At the moment we're still on SQL Server 2000.
As a side note, this matters because the main procedure is kicked off in response to the completion of a data dump into the server from a mainframe system. The mainframe dump takes all but about 2 hours each night, and we have no control over it. As a result, we're constantly trying to find ways to reduce processing times.
I had to research this recently, so found this old question that was begging for a more complete answer. Just to be totally explicit: TSQL does not (by itself) have the ability to launch other TSQL operations asynchronously.
That doesn't mean you don't still have a lot of options (some of them mentioned in other answers):
Custom application: Write a simple custom app in the language of your choice, using asynchronous methods. Call a SQL stored proc on each application thread.
SQL Agent jobs: Create multiple SQL jobs, and start them asynchronously from your proc using sp_start_job. You can check to see if they have finished yet using the undocumented function xp_sqlagent_enum_jobs as described in this excellent article by Gregory A. Larsen. (Or have the jobs themselves update your own JOB_PROGRESS table as Chris suggests.) You would literally have to create separate job for each parallel process you anticipate running, even if they are running the same stored proc with different parameters.
OLE Automation: Use sp_oacreate and sp_oamethod to launch a new process calling the other stored proc as described in this article, also by Gregory A. Larsen.
DTS Package: Create a DTS or SSIS package with a simple branching task flow. DTS will launch tasks in individual spids.
Service Broker: If you are on SQL2005+, look into using Service Broker
CLR Parallel Execution: Use the CLR commands Parallel_AddSql and Parallel_Execute as described in this article by Alan Kaplan (SQL2005+ only).

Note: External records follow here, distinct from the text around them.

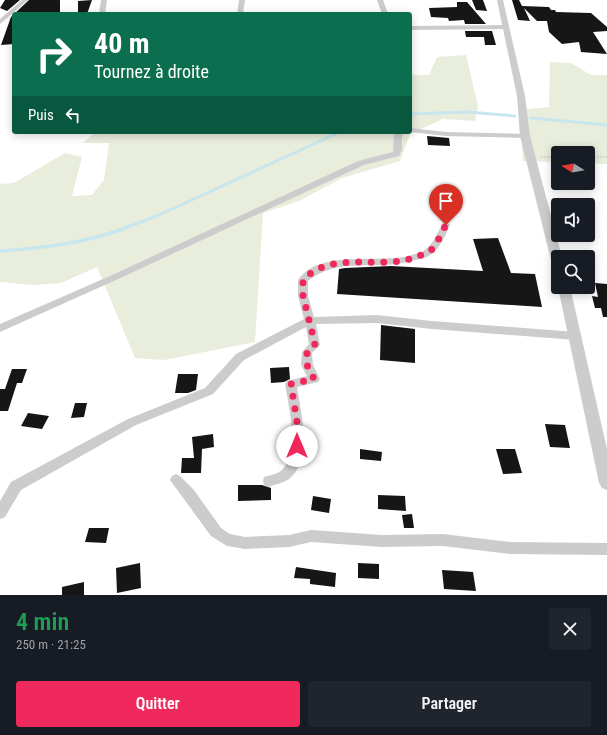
<!DOCTYPE html>
<html lang="fr">
<head>
<meta charset="utf-8">
<style>
  body { margin:0; font-family:"Roboto Condensed",sans-serif; background:#20242c; color:#f1f3f6; height:100vh; display:flex; flex-direction:column; font-size:15px; white-space:nowrap }
  * { box-sizing:border-box; margin:0 }
  p { font-size:13px; color:#9ea1a6 }
  .icon { flex:none; width:22px; height:22px; fill:none; stroke:currentColor; stroke-width:2; stroke-linecap:round; stroke-linejoin:round }
  .map { position:relative; height:595px; overflow:hidden }
  .panel { display:flex; flex-direction:column; background:#171b24; flex:1 }
  .panel>* { flex:none }
  .hud { position:absolute; left:12px; top:12px; width:400px; height:122px; border-radius:4px; box-shadow:0 2px 10px #0003; background:#0b6e4f; color:#fff; overflow:hidden }
  .needle { width:26px; rotate:281deg }
  .controls { position:absolute; left:551px; top:146px; display:grid; gap:8px }
  .controls a { display:grid; place-items:center; width:44px; height:44px; border-radius:4px; background:#171b24; box-shadow:0 2px 10px #0003; font-size:20px }
  .pin { position:absolute; display:grid; place-items:center; width:34px; height:34px; color:#fff; margin:-41px -17px; border-radius:50% 50% 50% 0; rotate:-45deg; box-shadow:0 0 4px #0007 }
  .pin .icon { rotate:45deg }
  .me { position:absolute; width:44px; margin:-22px; rotate:0deg; stroke-linejoin:round; filter:drop-shadow(0 0 3px #0008) }
  .turn { display:flex; align-items:center; gap:14px; height:84px; padding:0 16px; font-size:18px }
  .turn .icon { width:52px; height:52px; stroke-width:2.5 }
  .turn b { display:block; font-size:28px; line-height:34px }
  .then { display:flex; align-items:center; height:38px; padding:0 16px; background:#0003; gap:8px; font-size:15px }
  .round { display:grid; place-items:center; flex:none; width:42px; height:42px; border-radius:4px; background:#20242c }
  .overview { display:flex; align-items:center; justify-content:space-between; height:68px; padding:0 16px }
  h1 { font-size:24px; font-weight:600; line-height:30px; color:#1e9e55 }
  .button { display:flex; gap:8px; margin-top:auto; padding:8px 16px }
  .button a { flex:1; height:46px; border-radius:4px; background:#ef295b; color:#fff; font-size:16px; font-weight:600; line-height:46px; text-align:center }
  .button a+a { background:#20242c; color:#f1f3f6 }
  .map>svg:first-child { display:block }
  .green { fill:#e9eddc }
  .lines { fill:none; stroke-linecap:round; stroke-linejoin:round }
  .stream-far1 { stroke:#c8e6ee; stroke-width:3 }
  .stream { stroke:#c8e6ee; stroke-width:3.5 }
  .building { fill:#161616 }
  .path { stroke:#ccc; stroke-width:1.5; stroke-dasharray:1.5 1.5; stroke-linecap:butt }
  .minor { fill:#ccc; fill-rule:evenodd }
  .tertiary { fill:#ccc; fill-rule:evenodd }
  .route { stroke:#ef295b; stroke-width:7; stroke-dasharray:0 12.6 }
</style>
</head>
<body>
<div class="map">
<svg width="607" height="595" viewBox="0 0 607 595">
  <rect width="100%" height="100%" fill="#fff"/>
  <g class="green">
    <path d="M466 55 478 106 475 121 443 119 410 134 400 161 342 178 299 201 263 213 255 342 164 360 135 358 97 267 61 283 34 285 0 282V184L14 183 65 153 82 157 72 196 92 195 104 180 109 143H82L96 132H410V65L413 75H429L437 57Z"/>
    <path d="M550 62 571 63 591 75H607V164L588 163V153H558V162L523 161 519 110 549 107Z"/>
  </g>
  <g class="lines">
    <g class="stream-far1">
      <path d="M410 114 468 112 515 116"/>
      <path d="M531 118 607 125"/>
      <path d="M125 228 159 215 340 132"/>
    </g>
    <path class="stream" d="M0 251C43 248 87 243 128 227"/>
  </g>
  <g class="building">
    <path d="M5 0H20L7 11 0 8Z"/>
    <path d="M29 0H60V14H14V44L1 45 11 17Z"/>
    <path d="M92 0 87 14H78V1Z"/>
    <path d="M472 0H483L487 11 476 10Z"/>
    <path d="M512 0H519L522 6 549 7 551 10H555L556 12 591 13 607 27V31L593 32 607 54 581 52 579 42 562 44 549 32 547 21H537L524 8 530 21 518 20Z"/>
    <path d="M457 2H467L486 24H465L464 20 449 21 448 18 431 17 429 8 457 7Z"/>
    <path d="M465 31H492L496 45H485L484 37H466Z"/>
    <path d="M427 136 449 138 450 146 428 145Z"/>
    <path d="M498 238 511 273 535 274 542 307 337 294 339 269 345 268 391 266 483 271 473 239Z"/>
    <path d="M595 283 607 284V317H603L601 308H595L592 296 598 297Z"/>
    <path d="M381 325 415 329V363L380 360Z"/>
    <path d="M289 367 290 379 284 382 271 383 270 368Z"/>
    <path d="M12 369H27L22 383H17L8 411H0V389H5Z"/>
    <path d="M178 374H198L196 390 188 393H175Z"/>
    <path d="M75 403H87L84 417 71 418Z"/>
    <path d="M28 413 49 416 42 429 21 426Z"/>
    <path d="M545 424 565 425 570 448 550 447Z"/>
    <path d="M213 434 214 447 202 449 201 473H181L182 458H194L192 437Z"/>
    <path d="M360 449 382 452 381 461 360 459Z"/>
    <path d="M496 449H515L522 473 503 474Z"/>
    <path d="M238 485H262L271 488V500L238 501Z"/>
    <path d="M378 495 405 496 406 511 378 509Z"/>
    <path d="M313 496 331 499 329 513 311 510Z"/>
    <path d="M412 514 414 528H404L402 515Z"/>
    <path d="M89 528H109L106 543 85 542Z"/>
    <path d="M140 563 141 588 117 593 116 568Z"/>
    <path d="M358 563 379 564V579L358 578Z"/>
    <path d="M296 567 336 573 335 587 310 584V579L294 578Z"/>
    <path d="M442 570 473 572 476 591 444 589Z"/>
    <path d="M84 582V595H62V587Z"/>
  </g>
  <g class="lines">
    <g class="path">
      <path d="M541 157H558"/>
      <path d="M588 157H607"/>
    </g>
    <g class="minor">
      <path d="M22 0H28L0 24V19Z"/>
      <path d="M101 0H107L105 14H99Z"/>
      <path d="M239 0H245L243 14H237Z"/>
      <path d="M377 0H383L388 14H382Z"/>
      <path d="M410 26 506 25 509 27 506 29 410 30Z"/>
      <path d="M410 128 446 132 525 134 529 136 525 138 446 136 410 132Z"/>
      <path d="M396 132H406L402 135V150L399 156 364 165 116 280 0 332V324L110 276 358 161 393 152 394 134Z"/>
      <path d="M446 222 450 225C446 234 441 247 432 254 427 258 418 259 412 261 375 271 340 256 308 281V296L314 317 377 315 432 321 576 332 580 333 581 336 580 339 576 340 432 329 377 323 316 324 320 345 312 353 313 365 320 379 318 382 297 387C301 412 313 461 289 479 284 483 275 484 269 487L264 485 263 481 264 477C270 475 278 474 282 470 300 452 289 407 285 384L287 381 307 376 301 365 302 352 309 344 306 327 244 360 213 394 136 425 21 490 5 517 0 519V501L11 482 128 419 205 388 236 354 304 319 298 296V280C321 247 382 266 415 254 419 253 423 252 426 249 434 243 438 231 443 223Z"/>
      <path d="M176 474 180 476 194 490 221 528 230 534 245 537 289 535 311 530 382 535 443 534 510 542 607 543V555L510 554 443 546 382 547 311 542 289 547 245 549 227 546 211 536 170 480 172 476Z"/>
    </g>
    <g class="tertiary">
      <path d="M497 0H503L525 96 530 136 562 257H558V268L552 264 520 136 517 96Z"/>
      <path d="M558 287H570L607 449V490L602 488 599 483Z"/>
    </g>
  </g>
  <g class="lines">
    <path class="route" d="M297 446 299 434 291 384 314 379 307 365V352L315 344 303 296V280C333 249 378 271 416 257 420 255 427 254 430 251 437 245 441 233 446 225"/>
  </g>
</svg>
<div class="controls">
<a><svg class="needle" viewBox="-14 -14 28 28"><path d="M0-13l5 13h-10z" fill="#e53935"/><path d="M0 13l5-13h-10z" fill="#9ea1a6"/></svg></a>
<a><svg class="icon" aria-label="sound" viewBox="0 0 24 24"><path d="M4 9h4l5-4v14l-5-4H4zM17 9q2 3 0 6"/></svg></a>
<a><svg class="icon" aria-label="search" viewBox="0 0 24 24"><circle cx="10" cy="10" r="6"/><path d="M15 15l6 6"/></svg></a>
</div>
<div class="pin" style="left:446px;top:225px;background:#d93025"><svg class="icon" aria-label="arrive" viewBox="0 0 24 24"><path d="M6 21V4h12l-3 4 3 4H6"/></svg></div>
<svg class="me" style="left:297px;top:446px" viewBox="-20 -20 40 40"><circle r="19" fill="#fff"/><path d="M0-13L10 11 0 6-10 11z" fill="#ef295b"/></svg>
<div class="hud">
<div class="turn"><svg class="icon" aria-label="right" viewBox="0 0 24 24"><path d="M7 20v-9h11M14 6l5 5-5 5"/></svg><div><b>40 m</b>Tournez à droite</div></div>
<div class="then">Puis<svg class="icon" aria-label="left" viewBox="0 0 24 24"><path d="M17 20v-9H6M10 6l-5 5 5 5"/></svg></div>
</div>
</div>
<section class="panel">
<div class="overview"><div><h1>4 min</h1><p>250 m · 21:25</p></div><a class="round"><svg class="icon" aria-label="close" viewBox="0 0 24 24"><path d="M6 6l12 12M18 6L6 18"/></svg></a></div>
<div class="button"><a>Quitter</a><a>Partager</a></div>
</section>
</body>
</html>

Scheduled Windows Tasks: Listed for completeness, but I'm not a fan of this option.
I don't have much experience with Service Broker or CLR, so I can't comment on those options. If it were me, I'd probably use multiple Jobs in simpler scenarios, and a DTS/SSIS package in more complex scenarios.
One final comment: SQL already attempts to parallelize individual operations whenever it can*. This means that running 2 tasks at the same time instead of after each other is no guarantee that it will finish sooner. Test carefully to see whether it actually improves anything or not.

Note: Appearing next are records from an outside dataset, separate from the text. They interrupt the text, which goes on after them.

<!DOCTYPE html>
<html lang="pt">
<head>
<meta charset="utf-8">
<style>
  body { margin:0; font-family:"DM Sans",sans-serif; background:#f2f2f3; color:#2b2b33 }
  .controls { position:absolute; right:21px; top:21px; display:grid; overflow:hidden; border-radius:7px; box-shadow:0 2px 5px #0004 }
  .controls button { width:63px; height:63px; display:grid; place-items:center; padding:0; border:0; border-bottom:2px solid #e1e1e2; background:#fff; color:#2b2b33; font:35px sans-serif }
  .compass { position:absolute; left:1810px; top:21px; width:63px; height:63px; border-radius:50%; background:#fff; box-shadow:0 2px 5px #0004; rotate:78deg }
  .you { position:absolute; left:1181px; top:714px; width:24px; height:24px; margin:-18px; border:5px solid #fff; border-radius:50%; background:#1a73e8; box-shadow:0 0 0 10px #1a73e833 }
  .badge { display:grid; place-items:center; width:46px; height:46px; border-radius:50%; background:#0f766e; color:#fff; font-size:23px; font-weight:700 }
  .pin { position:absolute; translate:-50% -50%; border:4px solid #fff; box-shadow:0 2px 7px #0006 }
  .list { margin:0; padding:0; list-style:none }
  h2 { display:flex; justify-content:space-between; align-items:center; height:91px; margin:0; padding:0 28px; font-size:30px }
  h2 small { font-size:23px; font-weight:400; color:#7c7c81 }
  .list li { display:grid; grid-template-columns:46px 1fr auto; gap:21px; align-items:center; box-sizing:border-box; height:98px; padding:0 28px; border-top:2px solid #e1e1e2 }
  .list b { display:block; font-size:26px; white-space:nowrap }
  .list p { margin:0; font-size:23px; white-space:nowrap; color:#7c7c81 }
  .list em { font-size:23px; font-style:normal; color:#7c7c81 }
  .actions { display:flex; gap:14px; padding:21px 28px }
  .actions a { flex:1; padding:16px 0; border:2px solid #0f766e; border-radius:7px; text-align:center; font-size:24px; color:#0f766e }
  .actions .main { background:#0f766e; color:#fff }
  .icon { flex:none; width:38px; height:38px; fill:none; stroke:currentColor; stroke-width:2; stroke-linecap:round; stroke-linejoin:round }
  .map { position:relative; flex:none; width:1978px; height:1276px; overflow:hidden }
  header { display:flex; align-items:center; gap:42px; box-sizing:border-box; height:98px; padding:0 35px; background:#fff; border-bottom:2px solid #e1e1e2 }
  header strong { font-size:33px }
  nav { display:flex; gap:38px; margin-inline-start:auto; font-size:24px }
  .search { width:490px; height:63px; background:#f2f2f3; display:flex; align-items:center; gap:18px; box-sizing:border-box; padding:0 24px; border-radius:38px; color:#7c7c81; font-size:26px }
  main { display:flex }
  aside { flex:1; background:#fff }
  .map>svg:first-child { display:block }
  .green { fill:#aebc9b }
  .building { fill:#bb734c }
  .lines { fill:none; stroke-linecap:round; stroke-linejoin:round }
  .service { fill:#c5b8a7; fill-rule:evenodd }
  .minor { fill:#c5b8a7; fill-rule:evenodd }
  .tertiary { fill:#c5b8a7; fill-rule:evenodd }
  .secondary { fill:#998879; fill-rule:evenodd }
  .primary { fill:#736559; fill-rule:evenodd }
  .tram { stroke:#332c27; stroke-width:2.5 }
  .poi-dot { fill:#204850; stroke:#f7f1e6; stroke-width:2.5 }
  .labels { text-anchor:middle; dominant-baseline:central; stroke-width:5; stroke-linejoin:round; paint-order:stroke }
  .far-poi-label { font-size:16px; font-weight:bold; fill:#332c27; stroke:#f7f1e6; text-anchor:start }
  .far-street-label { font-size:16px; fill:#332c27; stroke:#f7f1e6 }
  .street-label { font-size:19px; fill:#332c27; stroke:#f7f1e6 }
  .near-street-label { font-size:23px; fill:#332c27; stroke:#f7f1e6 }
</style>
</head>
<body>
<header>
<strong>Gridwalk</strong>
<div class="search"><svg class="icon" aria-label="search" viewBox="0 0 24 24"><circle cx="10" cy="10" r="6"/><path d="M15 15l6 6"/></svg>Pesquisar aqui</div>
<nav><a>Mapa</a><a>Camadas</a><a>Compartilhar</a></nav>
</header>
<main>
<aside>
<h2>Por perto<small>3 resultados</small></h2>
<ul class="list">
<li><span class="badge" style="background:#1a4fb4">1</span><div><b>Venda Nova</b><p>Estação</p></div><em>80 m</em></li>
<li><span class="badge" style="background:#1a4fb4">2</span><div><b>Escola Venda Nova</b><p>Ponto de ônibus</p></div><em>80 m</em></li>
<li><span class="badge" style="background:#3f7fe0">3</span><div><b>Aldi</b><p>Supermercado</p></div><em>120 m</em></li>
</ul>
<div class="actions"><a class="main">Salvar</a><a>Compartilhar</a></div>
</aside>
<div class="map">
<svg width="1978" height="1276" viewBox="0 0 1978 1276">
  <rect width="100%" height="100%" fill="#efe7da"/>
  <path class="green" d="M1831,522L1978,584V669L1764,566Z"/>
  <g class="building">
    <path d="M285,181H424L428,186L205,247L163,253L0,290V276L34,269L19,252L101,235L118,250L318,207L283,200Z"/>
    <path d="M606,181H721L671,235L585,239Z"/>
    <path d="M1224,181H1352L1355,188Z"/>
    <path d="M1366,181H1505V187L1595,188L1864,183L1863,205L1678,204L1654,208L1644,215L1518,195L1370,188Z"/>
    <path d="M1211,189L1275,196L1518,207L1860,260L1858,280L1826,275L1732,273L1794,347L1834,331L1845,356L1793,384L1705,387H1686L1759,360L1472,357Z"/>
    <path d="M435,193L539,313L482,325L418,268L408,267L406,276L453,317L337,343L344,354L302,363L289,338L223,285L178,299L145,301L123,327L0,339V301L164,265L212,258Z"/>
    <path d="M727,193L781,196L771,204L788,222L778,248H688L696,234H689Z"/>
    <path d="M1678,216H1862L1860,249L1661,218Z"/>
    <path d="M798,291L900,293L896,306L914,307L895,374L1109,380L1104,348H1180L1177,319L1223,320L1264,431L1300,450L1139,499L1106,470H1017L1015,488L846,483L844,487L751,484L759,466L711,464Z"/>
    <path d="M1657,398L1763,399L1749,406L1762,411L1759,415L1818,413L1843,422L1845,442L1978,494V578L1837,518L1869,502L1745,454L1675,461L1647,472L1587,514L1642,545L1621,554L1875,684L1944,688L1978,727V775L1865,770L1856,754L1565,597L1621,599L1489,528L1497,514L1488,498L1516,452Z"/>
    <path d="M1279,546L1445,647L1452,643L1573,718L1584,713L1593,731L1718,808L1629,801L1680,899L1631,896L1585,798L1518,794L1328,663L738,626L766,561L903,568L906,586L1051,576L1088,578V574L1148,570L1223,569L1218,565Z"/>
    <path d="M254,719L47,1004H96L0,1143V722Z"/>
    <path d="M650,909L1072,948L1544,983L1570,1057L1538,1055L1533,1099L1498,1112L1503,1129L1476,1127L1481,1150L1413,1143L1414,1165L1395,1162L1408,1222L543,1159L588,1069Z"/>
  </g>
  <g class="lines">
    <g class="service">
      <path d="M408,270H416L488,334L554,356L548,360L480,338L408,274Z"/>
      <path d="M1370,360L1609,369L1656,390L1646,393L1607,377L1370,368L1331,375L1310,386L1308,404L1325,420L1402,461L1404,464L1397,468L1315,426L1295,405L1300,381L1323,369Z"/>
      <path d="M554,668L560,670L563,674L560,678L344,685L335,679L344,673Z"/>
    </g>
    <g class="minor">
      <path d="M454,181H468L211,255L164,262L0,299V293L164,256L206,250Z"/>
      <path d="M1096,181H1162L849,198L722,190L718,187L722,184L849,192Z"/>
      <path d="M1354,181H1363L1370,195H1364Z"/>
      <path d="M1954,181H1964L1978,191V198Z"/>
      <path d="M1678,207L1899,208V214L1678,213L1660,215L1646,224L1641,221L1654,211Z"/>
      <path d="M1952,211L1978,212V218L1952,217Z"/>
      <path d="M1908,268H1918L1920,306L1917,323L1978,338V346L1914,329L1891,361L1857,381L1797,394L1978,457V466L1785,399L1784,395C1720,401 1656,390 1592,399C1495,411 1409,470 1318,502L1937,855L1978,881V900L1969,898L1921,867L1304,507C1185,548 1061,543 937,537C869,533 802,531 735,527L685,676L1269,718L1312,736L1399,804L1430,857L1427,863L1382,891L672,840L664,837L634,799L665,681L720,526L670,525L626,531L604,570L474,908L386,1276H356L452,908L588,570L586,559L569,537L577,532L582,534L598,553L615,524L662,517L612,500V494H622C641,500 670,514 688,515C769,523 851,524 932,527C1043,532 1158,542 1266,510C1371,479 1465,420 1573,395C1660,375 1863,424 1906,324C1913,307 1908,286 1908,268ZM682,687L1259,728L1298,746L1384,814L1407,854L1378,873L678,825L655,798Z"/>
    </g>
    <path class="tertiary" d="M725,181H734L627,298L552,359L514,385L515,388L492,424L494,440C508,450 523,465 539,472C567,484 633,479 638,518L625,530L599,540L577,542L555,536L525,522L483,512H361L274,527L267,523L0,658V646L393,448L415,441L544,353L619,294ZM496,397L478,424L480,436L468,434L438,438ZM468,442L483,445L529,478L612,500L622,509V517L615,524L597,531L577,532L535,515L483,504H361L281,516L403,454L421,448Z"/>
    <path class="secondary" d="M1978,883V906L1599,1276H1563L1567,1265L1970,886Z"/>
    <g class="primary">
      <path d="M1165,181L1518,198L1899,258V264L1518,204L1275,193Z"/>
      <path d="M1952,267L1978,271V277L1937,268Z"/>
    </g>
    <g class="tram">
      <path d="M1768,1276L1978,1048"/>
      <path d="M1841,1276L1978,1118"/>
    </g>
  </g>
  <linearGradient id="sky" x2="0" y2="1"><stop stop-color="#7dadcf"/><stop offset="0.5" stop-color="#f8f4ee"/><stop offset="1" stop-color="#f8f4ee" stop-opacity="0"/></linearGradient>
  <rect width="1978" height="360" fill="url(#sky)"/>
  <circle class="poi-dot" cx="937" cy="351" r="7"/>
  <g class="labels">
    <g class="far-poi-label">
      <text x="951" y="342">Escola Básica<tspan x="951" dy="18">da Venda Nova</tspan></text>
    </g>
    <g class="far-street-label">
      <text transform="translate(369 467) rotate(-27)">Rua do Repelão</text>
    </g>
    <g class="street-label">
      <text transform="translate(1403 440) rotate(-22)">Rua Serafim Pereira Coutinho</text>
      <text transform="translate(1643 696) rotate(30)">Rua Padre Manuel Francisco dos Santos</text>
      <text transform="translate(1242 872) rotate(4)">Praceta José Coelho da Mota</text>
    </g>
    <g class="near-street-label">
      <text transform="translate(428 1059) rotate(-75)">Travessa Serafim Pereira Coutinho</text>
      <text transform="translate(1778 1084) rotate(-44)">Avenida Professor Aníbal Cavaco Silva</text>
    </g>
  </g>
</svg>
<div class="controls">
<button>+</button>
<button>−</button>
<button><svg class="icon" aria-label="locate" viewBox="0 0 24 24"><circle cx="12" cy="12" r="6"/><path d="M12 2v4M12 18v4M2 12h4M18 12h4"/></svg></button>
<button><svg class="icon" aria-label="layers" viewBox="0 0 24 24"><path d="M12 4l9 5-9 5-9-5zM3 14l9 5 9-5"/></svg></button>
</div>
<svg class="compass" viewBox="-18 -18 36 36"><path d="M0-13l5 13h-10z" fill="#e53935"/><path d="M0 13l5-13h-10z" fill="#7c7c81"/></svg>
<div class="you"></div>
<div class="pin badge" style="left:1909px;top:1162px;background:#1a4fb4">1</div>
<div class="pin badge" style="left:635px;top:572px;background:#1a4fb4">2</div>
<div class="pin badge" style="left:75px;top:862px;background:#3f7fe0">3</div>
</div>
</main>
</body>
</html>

We had a developer that created a DTS package to run 8 tasks at the same time. Unfortunately, it was only a 4-CPU server :)
*Assuming default settings. This can be modified by altering the server's Maximum Degree of Parallelism or Affinity Mask, or by using the MAXDOP query hint.
Create a couple of SQL Server agent jobs where each one runs a particular proc.
Then from within your master proc kick off the jobs.
The only way of waiting that I can think of is if you have a status table that each proc updates when it's finished.
Then yet another job could poll that table for total completion and kick off a final proc. Alternatively, you could have a trigger on this table.
The memory implications are completely up to your environment..
UPDATE:
If you have access to the task system.. then you could take the same approach. Just have windows execute multiple tasks, each responsible for one proc. Then use a trigger on the status table to kick off something when all of the tasks have completed.
UPDATE2:
Also, if you're willing to create a new app, you could house all of the logic in a single exe...
You do need to move your overnight sprocs to jobs. SQL Server job control will let you do all of the scheduling you are asking for.
You might want to look into using DTS (which can be run from the SQL Agent as a job). It will allow you pretty fine control over which stored procedures need to wait for others to finish and what can run in parallel. You can also run the DTS package as an EXE from your own scheduling software if needed.
NOTE: You will need to create multiple copies of your connection objects to allow calls to run in parallel. Two calls using the same connection object will still block each other even if you don't explicitly put in a dependency.